DIY Laser Speckle Imaging Uncovers Hidden Details

It sure sounds like “laser speckle imaging” is the sort of thing you’d need grant money to experiment with, but as [anfractuosity] recently demonstrated, you can get some very impressive results with a relatively simple hardware setup and some common open source software packages. In fact, you might already have all the components required to pull this off in your own workshop right now and just not know it.

Anyone who’s ever played with a laser pointer is familiar with the sparkle effect observed when the beam shines on certain objects. That’s laser speckle, and it’s created by the beam reflecting off of microscopic variations in the surface texture and producing optical interference. While this phenomenon largely prevents laser beams from being effective direct lighting sources, it can be used as a way to measure extremely minute perturbations in what would appear to be an otherwise flat surface.

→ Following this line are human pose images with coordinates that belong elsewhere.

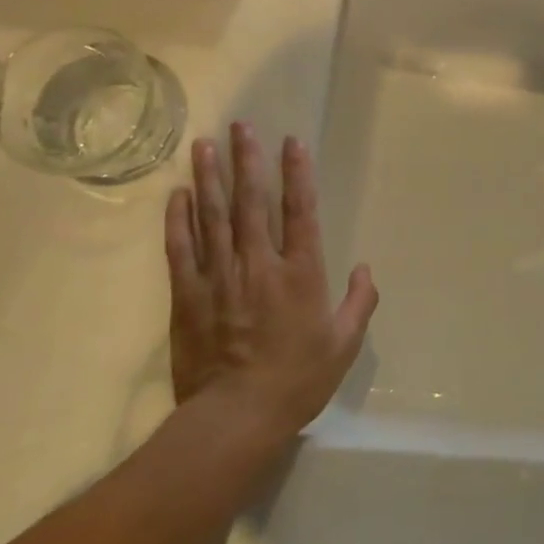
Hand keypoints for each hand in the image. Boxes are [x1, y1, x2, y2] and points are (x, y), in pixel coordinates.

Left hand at [163, 123, 377, 433]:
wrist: (235, 417)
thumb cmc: (297, 380)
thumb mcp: (343, 344)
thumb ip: (359, 302)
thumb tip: (366, 269)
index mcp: (300, 272)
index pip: (300, 210)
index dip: (297, 173)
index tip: (291, 142)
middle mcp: (259, 264)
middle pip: (251, 202)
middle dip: (247, 160)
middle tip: (241, 126)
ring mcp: (219, 276)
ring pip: (213, 216)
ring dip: (209, 178)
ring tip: (204, 144)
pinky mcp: (188, 295)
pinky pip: (181, 249)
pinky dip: (178, 219)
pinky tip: (176, 194)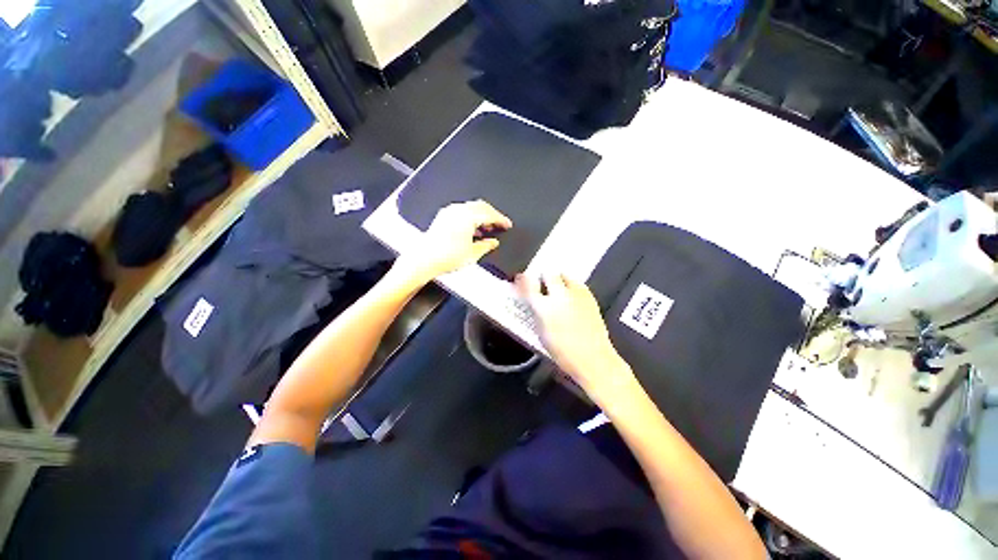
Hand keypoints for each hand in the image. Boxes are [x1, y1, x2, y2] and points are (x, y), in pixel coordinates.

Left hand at [397, 200, 512, 283]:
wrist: (424, 260)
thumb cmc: (446, 257)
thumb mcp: (472, 254)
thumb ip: (486, 245)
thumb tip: (493, 242)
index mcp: (467, 217)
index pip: (489, 214)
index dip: (501, 219)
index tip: (507, 224)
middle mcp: (458, 210)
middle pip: (480, 206)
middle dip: (492, 215)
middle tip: (499, 224)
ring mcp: (448, 212)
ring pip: (471, 208)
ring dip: (481, 216)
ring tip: (487, 229)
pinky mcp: (442, 217)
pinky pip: (461, 211)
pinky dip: (470, 217)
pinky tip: (472, 229)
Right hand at [516, 272, 638, 401]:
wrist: (593, 358)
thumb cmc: (562, 352)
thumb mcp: (541, 333)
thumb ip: (537, 313)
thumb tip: (534, 301)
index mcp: (544, 308)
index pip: (529, 285)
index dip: (523, 279)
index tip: (520, 278)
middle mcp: (559, 296)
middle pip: (548, 273)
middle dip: (543, 276)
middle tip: (542, 283)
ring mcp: (576, 295)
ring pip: (564, 275)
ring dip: (558, 279)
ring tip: (558, 288)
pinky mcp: (590, 296)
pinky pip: (577, 283)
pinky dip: (571, 286)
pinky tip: (572, 296)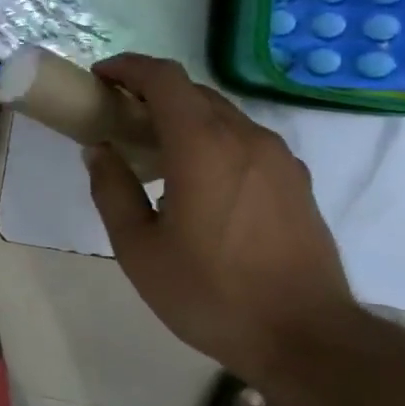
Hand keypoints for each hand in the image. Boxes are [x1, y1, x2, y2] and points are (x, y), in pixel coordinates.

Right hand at [83, 54, 357, 380]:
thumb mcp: (138, 249)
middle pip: (193, 92)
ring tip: (155, 153)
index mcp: (203, 147)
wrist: (305, 337)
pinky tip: (199, 181)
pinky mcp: (296, 181)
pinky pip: (245, 141)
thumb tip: (99, 151)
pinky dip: (212, 140)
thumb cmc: (210, 293)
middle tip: (118, 119)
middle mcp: (245, 138)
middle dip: (151, 94)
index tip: (100, 78)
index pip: (164, 78)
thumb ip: (112, 190)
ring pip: (222, 116)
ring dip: (183, 118)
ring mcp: (278, 158)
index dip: (128, 68)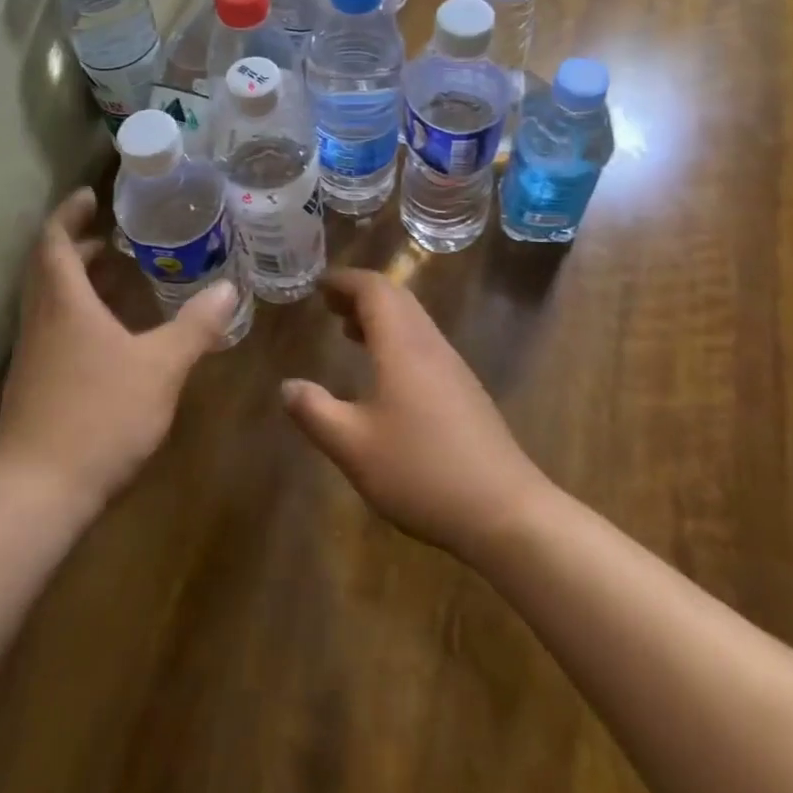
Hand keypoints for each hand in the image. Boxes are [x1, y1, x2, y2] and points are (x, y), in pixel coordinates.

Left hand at [0, 188, 236, 518]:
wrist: (37, 492)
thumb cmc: (99, 415)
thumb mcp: (161, 367)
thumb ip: (196, 326)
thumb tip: (229, 288)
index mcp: (63, 302)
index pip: (55, 240)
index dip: (70, 213)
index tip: (91, 195)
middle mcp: (41, 320)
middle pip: (48, 267)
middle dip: (77, 244)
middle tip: (113, 236)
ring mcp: (32, 355)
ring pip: (49, 299)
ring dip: (76, 279)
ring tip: (116, 275)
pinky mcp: (34, 384)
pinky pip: (53, 328)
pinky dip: (77, 312)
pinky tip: (109, 334)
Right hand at [282, 268, 549, 561]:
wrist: (506, 511)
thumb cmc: (421, 472)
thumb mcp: (353, 447)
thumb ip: (315, 412)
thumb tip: (287, 386)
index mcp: (403, 346)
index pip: (374, 290)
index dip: (344, 281)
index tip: (318, 285)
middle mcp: (430, 345)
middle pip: (397, 298)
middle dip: (360, 294)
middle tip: (329, 305)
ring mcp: (453, 367)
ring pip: (414, 321)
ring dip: (380, 317)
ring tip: (348, 331)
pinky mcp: (465, 391)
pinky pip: (425, 344)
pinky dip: (397, 339)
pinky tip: (384, 374)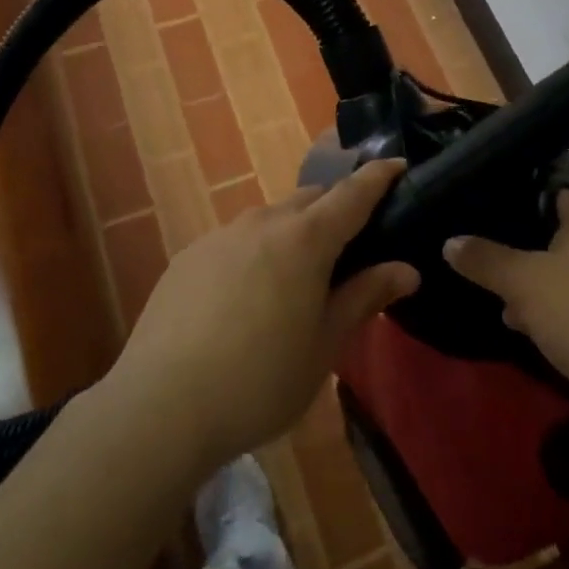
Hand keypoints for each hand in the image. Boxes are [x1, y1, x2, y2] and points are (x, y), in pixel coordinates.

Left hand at [106, 160, 418, 471]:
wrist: (162, 404)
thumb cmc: (261, 380)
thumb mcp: (325, 345)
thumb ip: (364, 297)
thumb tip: (406, 269)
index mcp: (305, 239)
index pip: (352, 194)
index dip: (378, 177)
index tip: (398, 164)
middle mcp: (263, 222)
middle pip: (310, 199)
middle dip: (335, 208)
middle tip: (351, 243)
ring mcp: (221, 235)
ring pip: (270, 218)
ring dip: (293, 232)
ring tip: (297, 277)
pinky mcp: (190, 255)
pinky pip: (236, 240)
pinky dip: (256, 252)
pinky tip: (246, 296)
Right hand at [444, 191, 568, 401]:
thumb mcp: (522, 283)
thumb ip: (484, 259)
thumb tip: (449, 242)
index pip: (545, 196)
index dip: (512, 214)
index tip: (481, 233)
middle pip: (555, 237)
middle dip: (523, 260)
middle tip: (490, 276)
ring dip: (542, 291)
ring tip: (509, 311)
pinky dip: (566, 314)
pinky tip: (539, 334)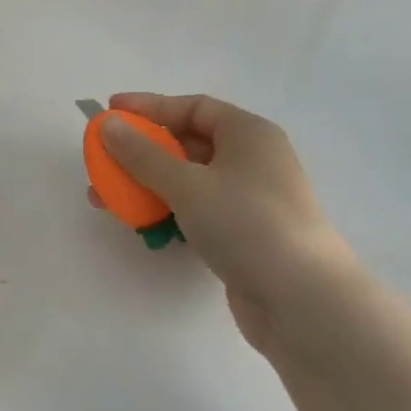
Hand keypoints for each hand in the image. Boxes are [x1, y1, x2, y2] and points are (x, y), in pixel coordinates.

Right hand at [93, 93, 353, 353]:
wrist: (305, 304)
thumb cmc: (247, 224)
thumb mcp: (187, 184)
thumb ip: (142, 154)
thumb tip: (108, 124)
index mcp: (248, 134)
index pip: (192, 107)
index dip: (149, 107)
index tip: (111, 110)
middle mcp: (252, 161)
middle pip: (187, 144)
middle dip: (141, 152)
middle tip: (104, 159)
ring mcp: (250, 201)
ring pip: (188, 181)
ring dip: (147, 186)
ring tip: (108, 199)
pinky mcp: (244, 237)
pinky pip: (197, 212)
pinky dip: (168, 212)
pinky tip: (142, 226)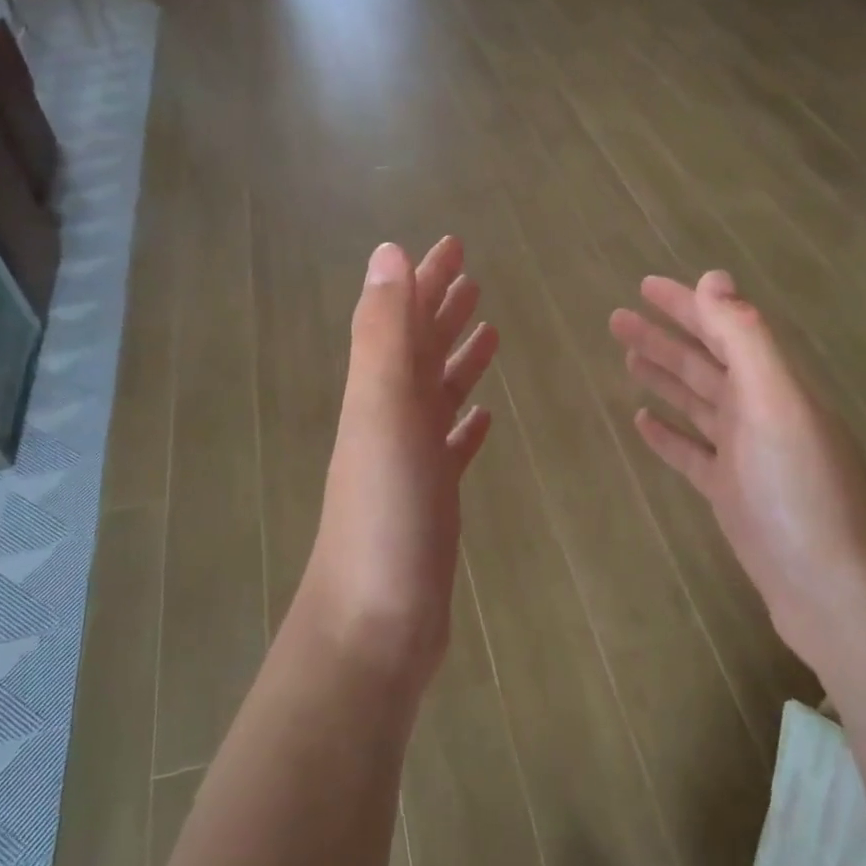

In this demonstration, [anfractuosity] has combined a simple red laser pointer with a microscope’s 25X objective lens to produce a wider and less intense beam. When this diffused beam is cast onto a wall, the speckle pattern generated by the surface texture can plainly be seen. What’s not obvious to the naked eye is that touching the wall with your hand actually produces a change in the speckle pattern. But if you take high-resolution before and after shots, the images can be run through OpenCV to highlight the differences and reveal a ghostly hand-print.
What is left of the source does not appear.